---------- SUPPLIED DATA

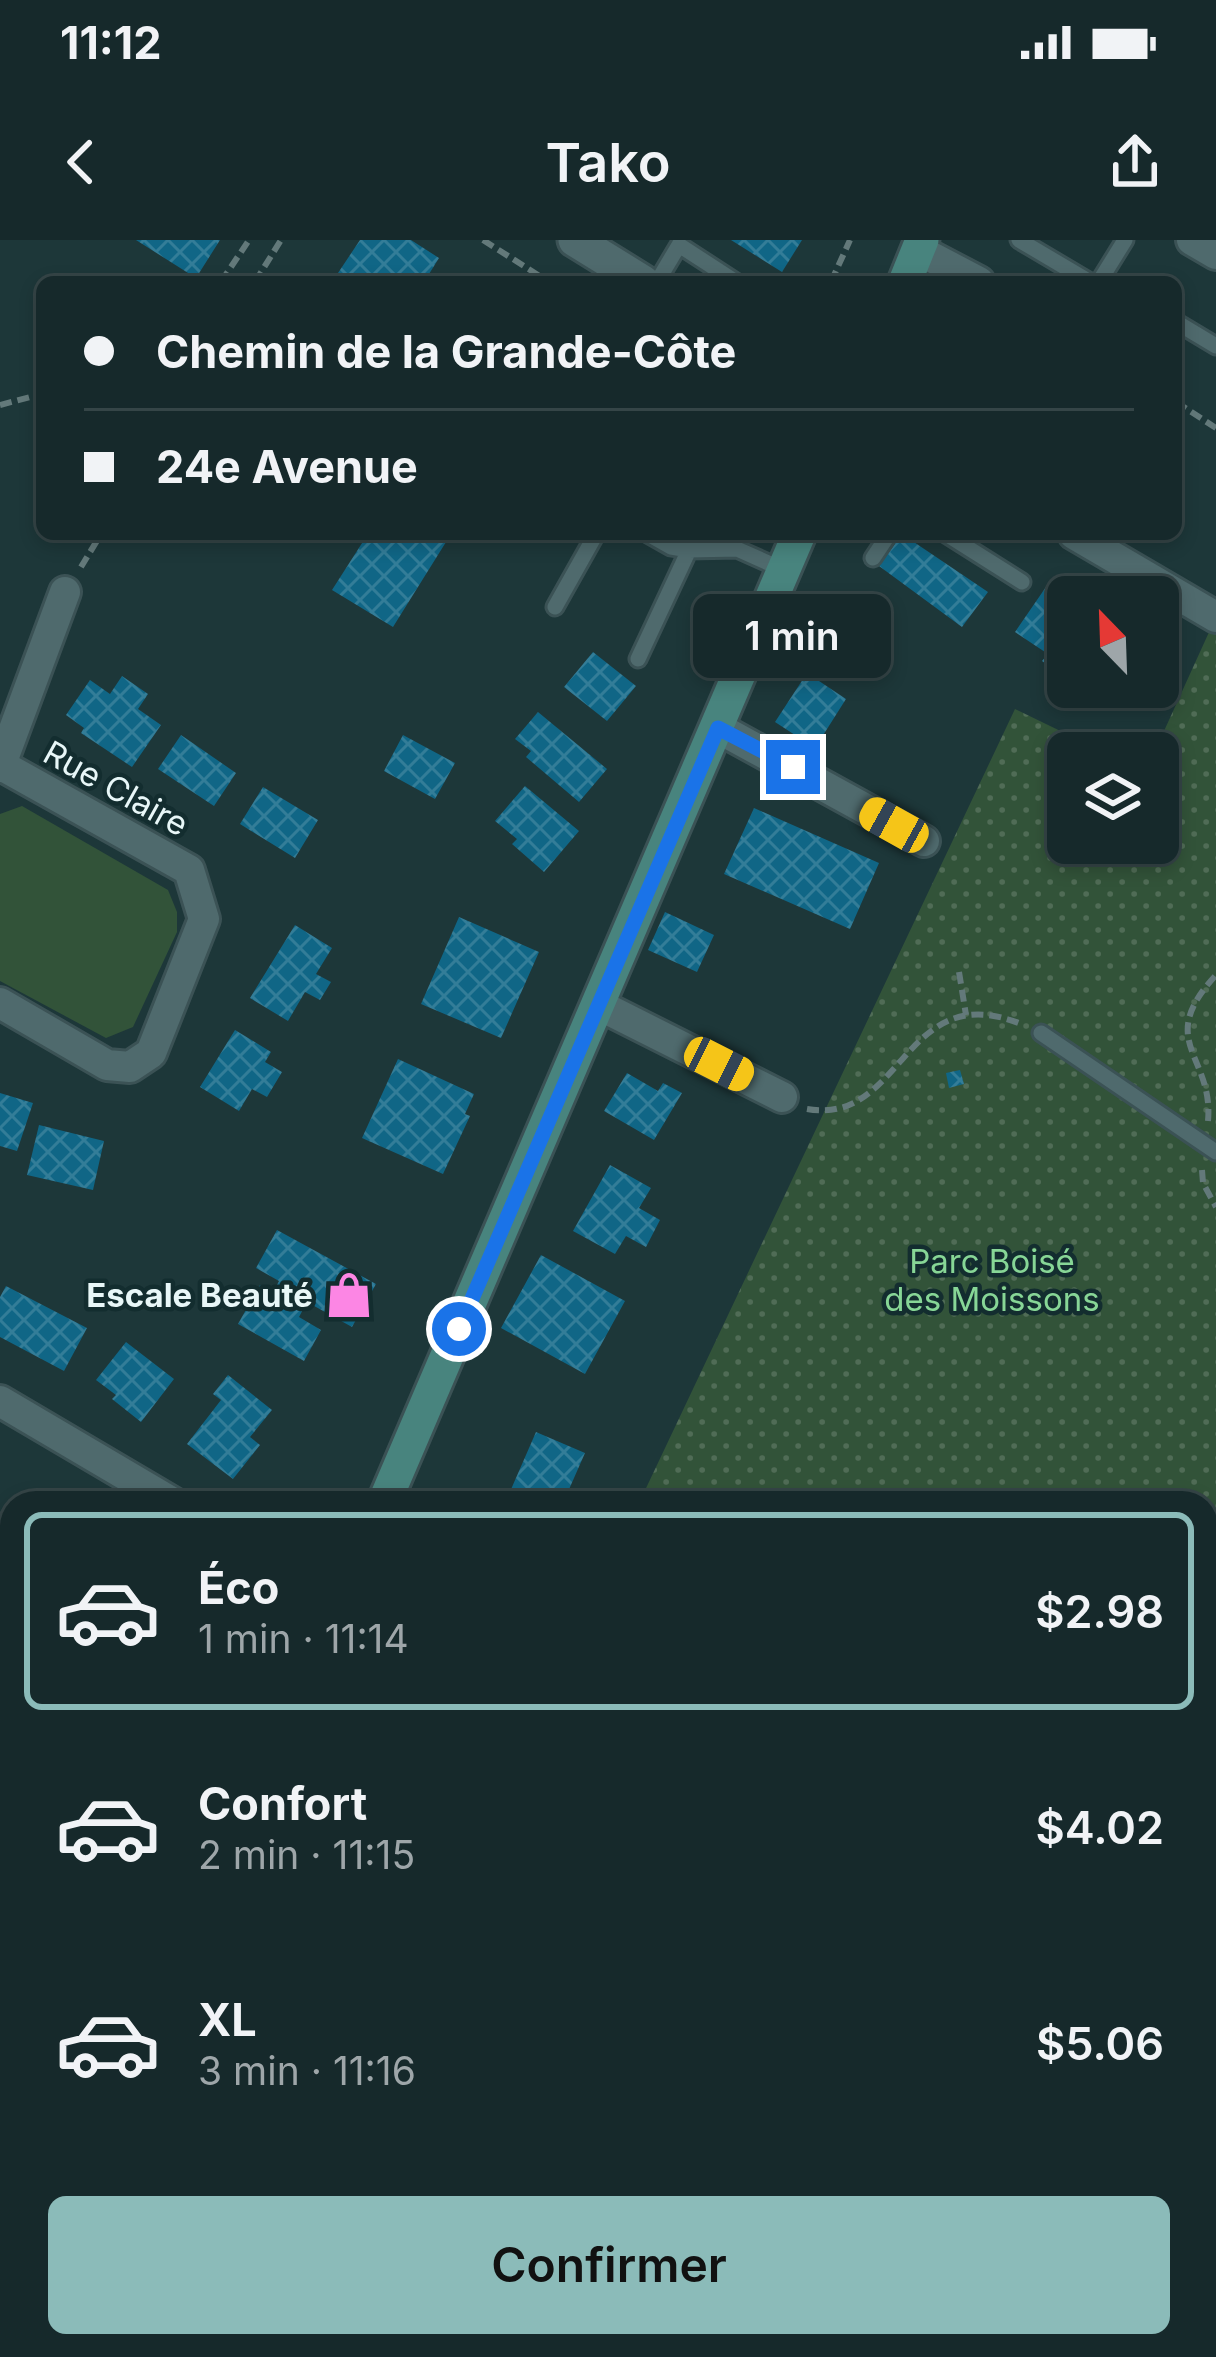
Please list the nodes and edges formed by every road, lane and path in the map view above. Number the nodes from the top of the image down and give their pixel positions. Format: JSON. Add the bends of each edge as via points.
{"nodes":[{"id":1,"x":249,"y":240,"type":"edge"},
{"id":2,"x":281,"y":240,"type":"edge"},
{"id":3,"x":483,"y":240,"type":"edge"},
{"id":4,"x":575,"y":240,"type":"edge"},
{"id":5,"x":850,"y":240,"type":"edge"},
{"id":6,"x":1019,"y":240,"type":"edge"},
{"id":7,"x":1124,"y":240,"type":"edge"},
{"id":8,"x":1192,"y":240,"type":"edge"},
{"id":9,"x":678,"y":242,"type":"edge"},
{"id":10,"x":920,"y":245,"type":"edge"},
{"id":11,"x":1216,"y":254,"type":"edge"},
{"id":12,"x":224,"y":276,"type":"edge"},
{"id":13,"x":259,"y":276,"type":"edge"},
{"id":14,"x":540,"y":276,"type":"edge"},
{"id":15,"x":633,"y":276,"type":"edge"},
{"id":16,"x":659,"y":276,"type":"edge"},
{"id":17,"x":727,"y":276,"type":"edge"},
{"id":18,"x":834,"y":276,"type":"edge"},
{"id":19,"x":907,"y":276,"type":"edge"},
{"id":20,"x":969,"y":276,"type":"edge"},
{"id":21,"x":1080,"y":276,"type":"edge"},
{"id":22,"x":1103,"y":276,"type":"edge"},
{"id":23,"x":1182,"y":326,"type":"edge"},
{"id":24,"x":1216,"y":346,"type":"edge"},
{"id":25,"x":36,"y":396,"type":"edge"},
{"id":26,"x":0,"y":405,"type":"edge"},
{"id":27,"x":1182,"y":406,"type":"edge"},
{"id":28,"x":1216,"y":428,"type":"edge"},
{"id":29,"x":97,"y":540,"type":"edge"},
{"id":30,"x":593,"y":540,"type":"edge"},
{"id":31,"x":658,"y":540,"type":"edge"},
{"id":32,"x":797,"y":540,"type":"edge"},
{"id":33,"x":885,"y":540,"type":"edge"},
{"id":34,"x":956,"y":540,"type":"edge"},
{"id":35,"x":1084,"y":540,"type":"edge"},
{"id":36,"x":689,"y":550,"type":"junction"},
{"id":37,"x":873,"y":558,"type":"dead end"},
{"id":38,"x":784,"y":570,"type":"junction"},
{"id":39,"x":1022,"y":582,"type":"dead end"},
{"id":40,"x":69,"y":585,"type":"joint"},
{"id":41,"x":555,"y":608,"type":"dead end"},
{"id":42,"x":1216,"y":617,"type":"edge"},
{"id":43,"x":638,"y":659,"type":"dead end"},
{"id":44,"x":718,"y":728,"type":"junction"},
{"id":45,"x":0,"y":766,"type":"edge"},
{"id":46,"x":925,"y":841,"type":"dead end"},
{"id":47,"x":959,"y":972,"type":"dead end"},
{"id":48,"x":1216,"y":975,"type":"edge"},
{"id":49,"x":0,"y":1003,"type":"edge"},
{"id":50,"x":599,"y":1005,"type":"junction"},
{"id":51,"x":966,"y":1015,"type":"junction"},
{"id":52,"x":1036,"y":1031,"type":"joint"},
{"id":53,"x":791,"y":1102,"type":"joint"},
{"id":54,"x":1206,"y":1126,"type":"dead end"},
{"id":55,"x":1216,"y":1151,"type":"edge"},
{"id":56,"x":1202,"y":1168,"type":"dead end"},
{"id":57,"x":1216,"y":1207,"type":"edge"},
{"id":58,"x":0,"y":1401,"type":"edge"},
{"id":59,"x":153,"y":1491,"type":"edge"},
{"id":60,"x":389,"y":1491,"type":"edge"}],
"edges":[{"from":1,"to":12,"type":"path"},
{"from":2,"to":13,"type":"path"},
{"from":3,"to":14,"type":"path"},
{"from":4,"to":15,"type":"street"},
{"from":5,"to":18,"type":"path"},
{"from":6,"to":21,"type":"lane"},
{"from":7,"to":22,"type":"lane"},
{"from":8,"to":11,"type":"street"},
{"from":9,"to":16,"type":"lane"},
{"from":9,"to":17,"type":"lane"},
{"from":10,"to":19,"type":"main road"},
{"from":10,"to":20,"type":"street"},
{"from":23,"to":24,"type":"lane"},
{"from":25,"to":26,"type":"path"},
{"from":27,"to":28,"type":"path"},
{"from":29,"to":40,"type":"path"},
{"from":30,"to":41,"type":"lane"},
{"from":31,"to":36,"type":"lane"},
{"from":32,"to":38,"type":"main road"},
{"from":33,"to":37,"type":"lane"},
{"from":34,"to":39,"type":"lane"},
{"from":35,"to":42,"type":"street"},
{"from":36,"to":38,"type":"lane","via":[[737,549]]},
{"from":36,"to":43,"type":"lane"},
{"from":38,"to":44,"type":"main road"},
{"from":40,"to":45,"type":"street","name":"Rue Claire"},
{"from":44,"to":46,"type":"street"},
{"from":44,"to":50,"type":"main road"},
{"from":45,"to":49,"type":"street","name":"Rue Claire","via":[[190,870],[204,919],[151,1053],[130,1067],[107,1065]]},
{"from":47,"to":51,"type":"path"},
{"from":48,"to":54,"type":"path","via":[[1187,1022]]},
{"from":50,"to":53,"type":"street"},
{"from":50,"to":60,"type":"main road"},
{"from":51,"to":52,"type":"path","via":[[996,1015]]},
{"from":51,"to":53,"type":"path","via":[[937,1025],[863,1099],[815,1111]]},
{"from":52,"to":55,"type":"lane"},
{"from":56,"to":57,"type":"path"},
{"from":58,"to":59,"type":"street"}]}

--------------------

**EXERCISE OBJECTIVE:** Transcribe the listing above in full and exactly; no pictures belong in the copy.

**SOLUTION:**
Please list the nodes and edges formed by every road, lane and path in the map view above. Number the nodes from the top of the image down and give their pixel positions. Format: JSON. Add the bends of each edge as via points.
{"nodes":[{"id":1,"x":249,"y":240,"type":"edge"},
{"id":2,"x":281,"y":240,"type":"edge"},
{"id":3,"x":483,"y":240,"type":"edge"},
{"id":4,"x":575,"y":240,"type":"edge"},
{"id":5,"x":850,"y":240,"type":"edge"},
{"id":6,"x":1019,"y":240,"type":"edge"},
{"id":7,"x":1124,"y":240,"type":"edge"},
{"id":8,"x":1192,"y":240,"type":"edge"},
{"id":9,"x":678,"y":242,"type":"edge"},
{"id":10,"x":920,"y":245,"type":"edge"},
{"id":11,"x":1216,"y":254,"type":"edge"},
{"id":12,"x":224,"y":276,"type":"edge"},
{"id":13,"x":259,"y":276,"type":"edge"},
{"id":14,"x":540,"y":276,"type":"edge"},
{"id":15,"x":633,"y":276,"type":"edge"},
{"id":16,"x":659,"y":276,"type":"edge"},
{"id":17,"x":727,"y":276,"type":"edge"},
{"id":18,"x":834,"y":276,"type":"edge"},
{"id":19,"x":907,"y":276,"type":"edge"},
{"id":20,"x":969,"y":276,"type":"edge"},
{"id":21,"x":1080,"y":276,"type":"edge"},
{"id":22,"x":1103,"y":276,"type":"edge"},
{"id":23,"x":1182,"y":326,"type":"edge"},
{"id":24,"x":1216,"y":346,"type":"edge"},
{"id":25,"x":36,"y":396,"type":"edge"},
{"id":26,"x":0,"y":405,"type":"edge"},
{"id":27,"x":1182,"y":406,"type":"edge"},
{"id":28,"x":1216,"y":428,"type":"edge"},
{"id":29,"x":97,"y":540,"type":"edge"},
{"id":30,"x":593,"y":540,"type":"edge"},
{"id":31,"x":658,"y":540,"type":"edge"},
{"id":32,"x":797,"y":540,"type":"edge"},
{"id":33,"x":885,"y":540,"type":"edge"},
{"id":34,"x":956,"y":540,"type":"edge"},
{"id":35,"x":1084,"y":540,"type":"edge"},
{"id":36,"x":689,"y":550,"type":"junction"},
{"id":37,"x":873,"y":558,"type":"dead end"},
{"id":38,"x":784,"y":570,"type":"junction"},
{"id":39,"x":1022,"y":582,"type":"dead end"},
{"id":40,"x":69,"y":585,"type":"joint"},
{"id":41,"x":555,"y":608,"type":"dead end"},
{"id":42,"x":1216,"y":617,"type":"edge"},
{"id":43,"x":638,"y":659,"type":"dead end"},
{"id":44,"x":718,"y":728,"type":"junction"},
{"id":45,"x":0,"y":766,"type":"edge"},
{"id":46,"x":925,"y":841,"type":"dead end"},
{"id":47,"x":959,"y":972,"type":"dead end"},
{"id":48,"x":1216,"y":975,"type":"edge"},
{"id":49,"x":0,"y":1003,"type":"edge"},
{"id":50,"x":599,"y":1005,"type":"junction"},
{"id":51,"x":966,"y":1015,"type":"junction"},
{"id":52,"x":1036,"y":1031,"type":"joint"},
{"id":53,"x":791,"y":1102,"type":"joint"},
{"id":54,"x":1206,"y":1126,"type":"dead end"},
{"id":55,"x":1216,"y":1151,"type":"edge"},
{"id":56,"x":1202,"y":1168,"type":"dead end"},
{"id":57,"x":1216,"y":1207,"type":"edge"},
{"id":58,"x":0,"y":1401,"type":"edge"},
{"id":59,"x":153,"y":1491,"type":"edge"},
{"id":60,"x":389,"y":1491,"type":"edge"}],
"edges":[{"from":1,"to":12,"type":"path"},
{"from":2,"to":13,"type":"path"},
{"from":3,"to":14,"type":"path"},
{"from":4,"to":15,"type":"street"},
{"from":5,"to":18,"type":"path"},
{"from":6,"to":21,"type":"lane"},
{"from":7,"to":22,"type":"lane"},
{"from":8,"to":11,"type":"street"},
{"from":9,"to":16,"type":"lane"},
{"from":9,"to":17,"type":"lane"},
{"from":10,"to":19,"type":"main road"},
{"from":10,"to":20,"type":"street"},
{"from":23,"to":24,"type":"lane"},
{"from":25,"to":26,"type":"path"},
{"from":27,"to":28,"type":"path"},
{"from":29,"to":40,"type":"path"},
{"from":30,"to":41,"type":"lane"},
{"from":31,"to":36,"type":"lane"},
{"from":32,"to":38,"type":"main road"},
{"from":33,"to":37,"type":"lane"},
{"from":34,"to":39,"type":"lane"},
{"from":35,"to":42,"type":"street"},
{"from":36,"to":38,"type":"lane","via":[[737,549]]},
{"from":36,"to":43,"type":"lane"},
{"from":38,"to":44,"type":"main road"},
{"from":40,"to":45,"type":"street","name":"Rue Claire"},
{"from":44,"to":46,"type":"street"},
{"from":44,"to":50,"type":"main road"},
{"from":45,"to":49,"type":"street","name":"Rue Claire","via":[[190,870],[204,919],[151,1053],[130,1067],[107,1065]]},
{"from":47,"to":51,"type":"path"},
{"from":48,"to":54,"type":"path","via":[[1187,1022]]},
{"from":50,"to":53,"type":"street"},
{"from":50,"to":60,"type":"main road"},
{"from":51,"to":52,"type":"path","via":[[996,1015]]},
{"from":51,"to":53,"type":"path","via":[[937,1025],[863,1099],[815,1111]]},
{"from":52,"to":55,"type":"lane"},
{"from":56,"to":57,"type":"path"},
{"from":58,"to":59,"type":"street"}]}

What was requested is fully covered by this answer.